Lecture/Exercise: Monday 14 - 16
The material is publicly available via the AI-Campus platform . Please register on AI-Campus to access the materials. Grading of the exercises will be done via GitHub classroom.
The links to access the GitHub classroom repositories will be made available on this page . (The password to that page will be announced in the first session).
The course will be taught in English.
The lecture materials are open sourced via https://github.com/automl-edu/AutoMLLecture
Tabular data has long been overlooked by deep learning research, despite being the most common data type in real-world machine learning applications. While deep learning methods excel on many ML applications, tabular data classification problems are still dominated by Gradient-Boosted Decision Trees. More recently, deep learning-based approaches have been proposed which showed remarkable efficiency and performance improvements. In this seminar, we will discuss this recent literature, exploring the most promising techniques and approaches for handling tabular data in deep learning.

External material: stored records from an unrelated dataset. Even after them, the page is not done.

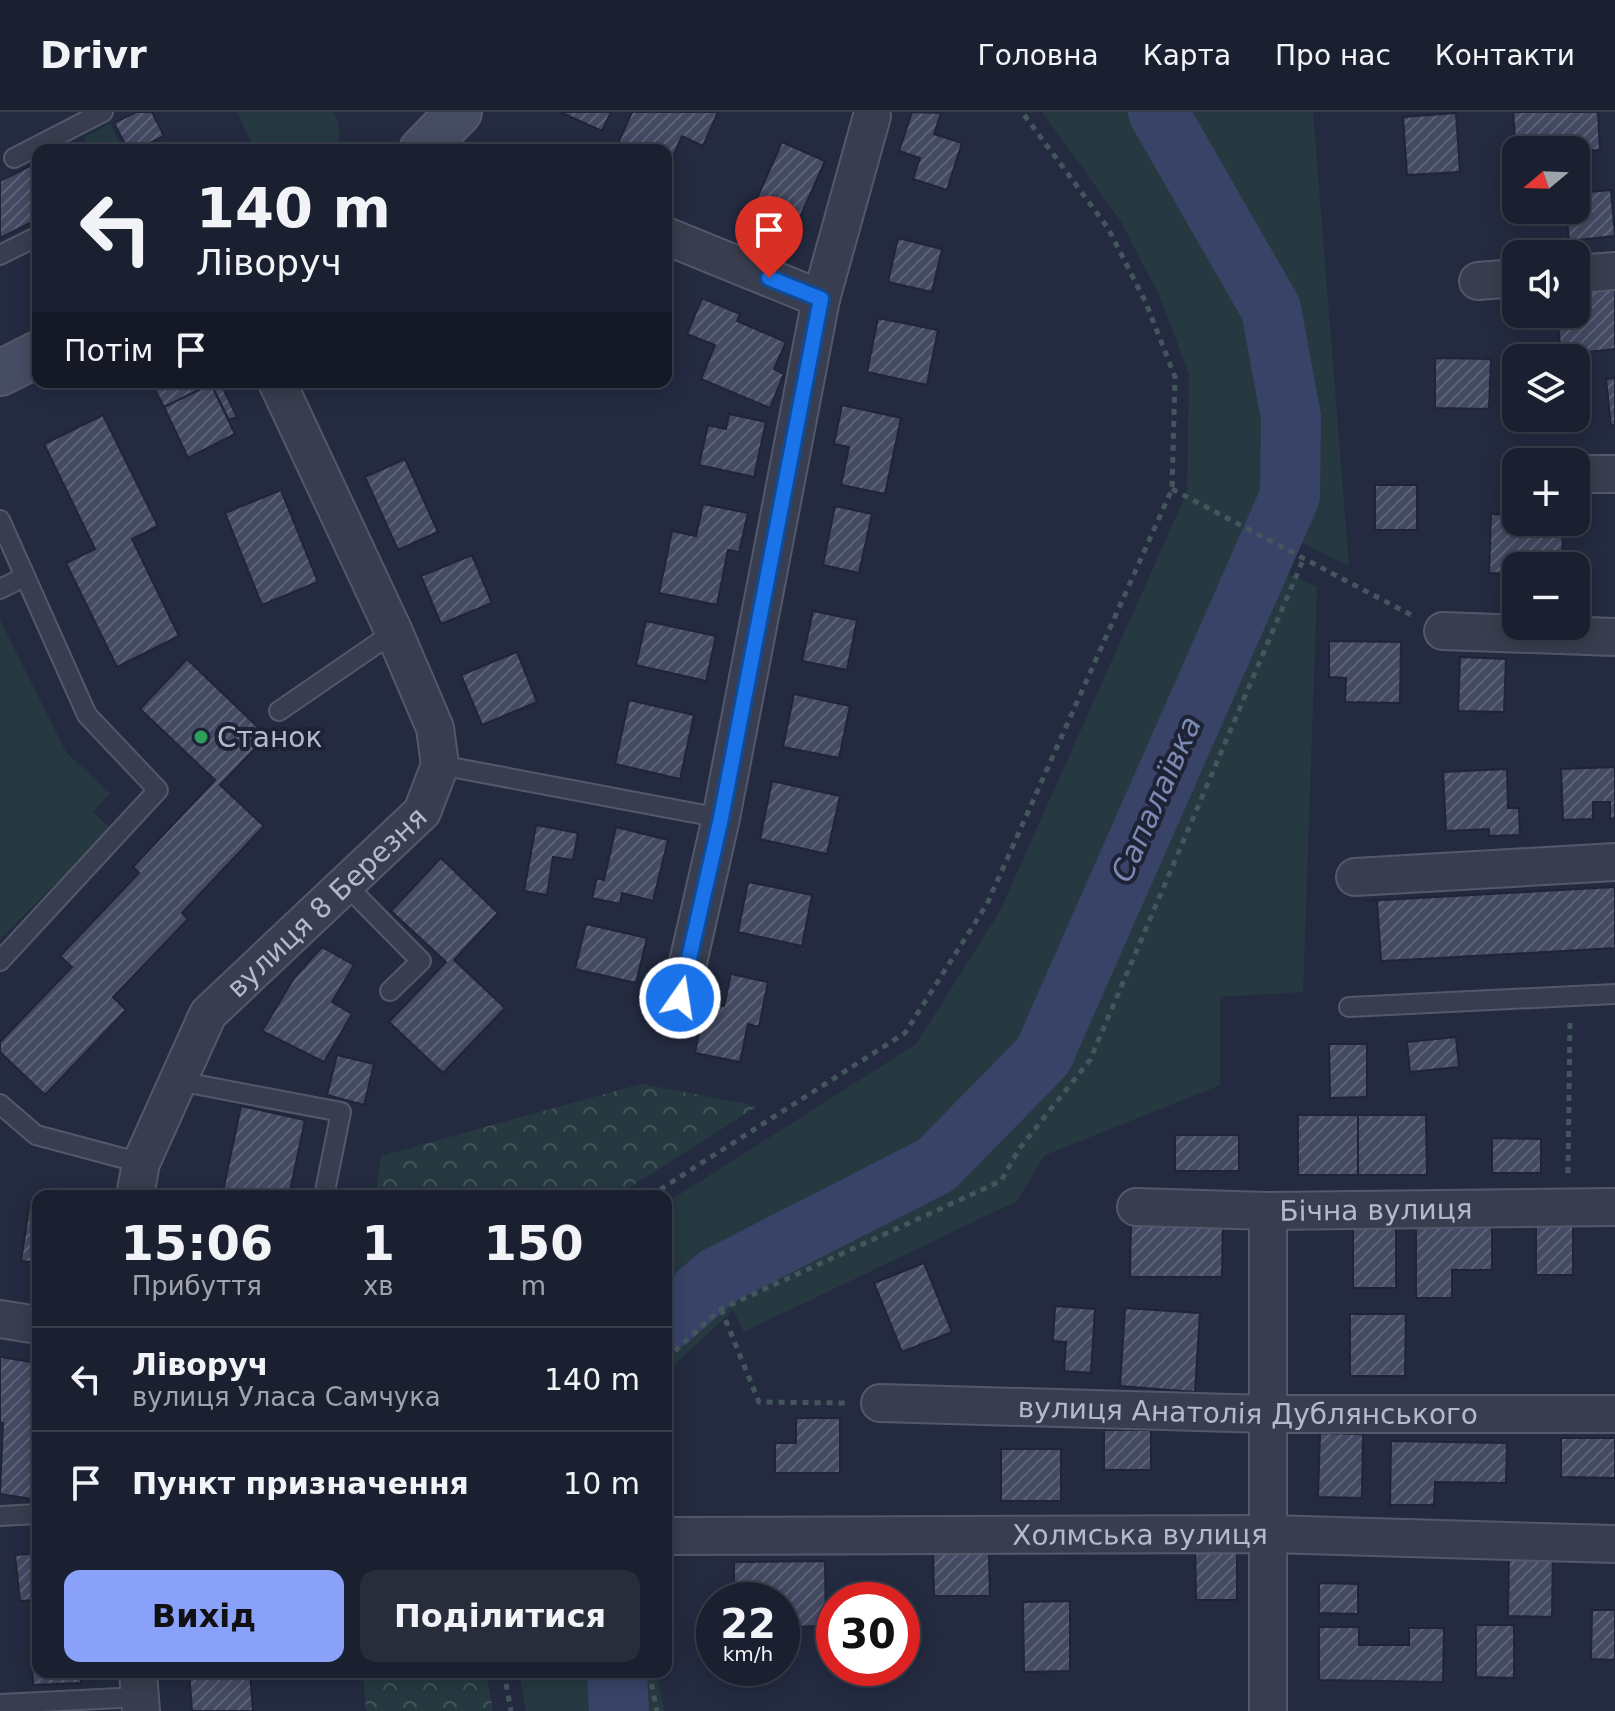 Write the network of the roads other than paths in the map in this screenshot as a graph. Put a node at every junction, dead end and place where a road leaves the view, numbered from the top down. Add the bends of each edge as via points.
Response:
1 (103, 112) edge
2 (872, 116) dead end
3 (41, 144) edge
4 (32, 149) edge
5 (14, 158) dead end
6 (672, 238) edge
7 (32, 239) edge
8 (0, 255) edge
9 (1615, 271) edge
10 (1590, 273) edge
11 (1502, 279) edge
12 (1478, 281) dead end
13 (821, 299) junction
14 (280, 388) edge
15 (1590, 474) edge
16 (1615, 474) edge
17 (0, 520) edge
18 (24, 577) junction
19 (0, 589) edge
20 (1443, 631) road end
21 (394, 632) junction
22 (1615, 637) edge
23 (279, 711) dead end
24 (440, 765) junction
25 (721, 818) junction
26 (1615, 862) edge
27 (1355, 877) dead end
28 (345, 884) junction
29 (0, 961) edge
30 (390, 991) dead end
31 (1615, 994) edge
32 (680, 998) dead end
33 (1349, 1007) dead end
34 (178, 1081) junction
35 (0, 1104) edge
36 (138, 1179) edge
37 (325, 1190) edge
38 (1136, 1207) dead end
39 (1615, 1207) edge
40 (1268, 1211) junction
41 (0, 1319) edge
42 (32, 1324) edge
43 (880, 1403) road end
44 (1267, 1414) junction
45 (1615, 1414) edge
46 (32, 1514) edge
47 (0, 1516) edge
48 (1266, 1534) junction
49 (672, 1536) edge
50 (1615, 1544) edge
51 (139, 1693) edge
52 (0, 1704) edge
53 (1268, 1711) edge

1 - 3 lane
2 - 13 street
4 - 5 lane
6 - 13 street
7 - 8 lane
9 - 10 street
11 - 12 street
13 - 25 street
14 - 21 street, вулиця 8 Березня
15 - 16 street
17 - 18 lane
18 - 19 lane
18 - 29 lane via 87,715 158,790
20 - 22 street
21 - 23 lane
21 - 24 street, вулиця 8 Березня via 435,728
24 - 25 lane
24 - 28 street, вулиця 8 Березня via 422,812
25 - 32 street
26 - 27 street
28 - 30 lane via 421,961
28 - 34 street, вулиця 8 Березня via 208,1014
31 - 33 lane
34 - 36 street, вулиця 8 Березня
34 - 37 lane via 341,1112
35 - 36 lane via 36,1135
38 - 40 street, Бічна вулиця
39 - 40 street, Бічна вулиця
40 - 44 street
41 - 42 street
43 - 44 street, вулиця Анатолія Дублянського
44 - 45 street, вулиця Анатолія Дублянського
44 - 48 street
46 - 47 lane
48 - 49 street, Холмська вулиця
48 - 50 street, Холмська вулиця
48 - 53 street
51 - 52 lane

|Time||Every Tuesday from 14:15 - 16:00|
|Location||in-person; Room SR 00-006, Building 051|
|Organizers||Herilalaina Rakotoarison , Arbër Zela , Fabio Ferreira , Frank Hutter|
|Web page||Link to the seminar webpage|
|Course type:||Live Lectures + (optional) Exercises|
|Time:||Tuesday 10:00 - 12:00, Friday 10:00 - 12:00|
|Location:||HS 00 036 SCHICK - SAAL (G.-Köhler-Allee 101)|
|Organizers:||Joschka Bödecker , Tim Welschehold , Steven Adriaensen|
Course Content: This course will introduce basic concepts and techniques used within the field of Artificial Intelligence. Among other topics, we will discuss:
- Introduction to and history of Artificial Intelligence
- Problem-solving and search
- Board Games
- Logic and knowledge representation
- Representation of and reasoning with uncertainty
- Machine learning
- Deep Learning
Lectures will roughly follow the book: Artificial Intelligence a Modern Approach (3rd edition)
Organization : There are two lecture slots every week, on Tuesday and Friday (10:15 - 11:45). The first lecture will be on Tuesday 18.04 (see ILIAS for all appointments). During these slots, there will be live (in-person) lectures. These will be in-person only (not hybrid), but recordings will be made available on ILIAS.
Every week, we will also release an exercise sheet (on Friday) to be submitted before next Friday (8:00am). Your submissions will not be graded, but you will receive feedback from our tutors. On Friday, after the live lecture, one of our tutors will present the master solution and answer any questions you may have. The first exercise is due on 28.04. Participation in these weekly sessions and exercises is optional. The only requirement for passing the course is passing the final exam (date/format TBD).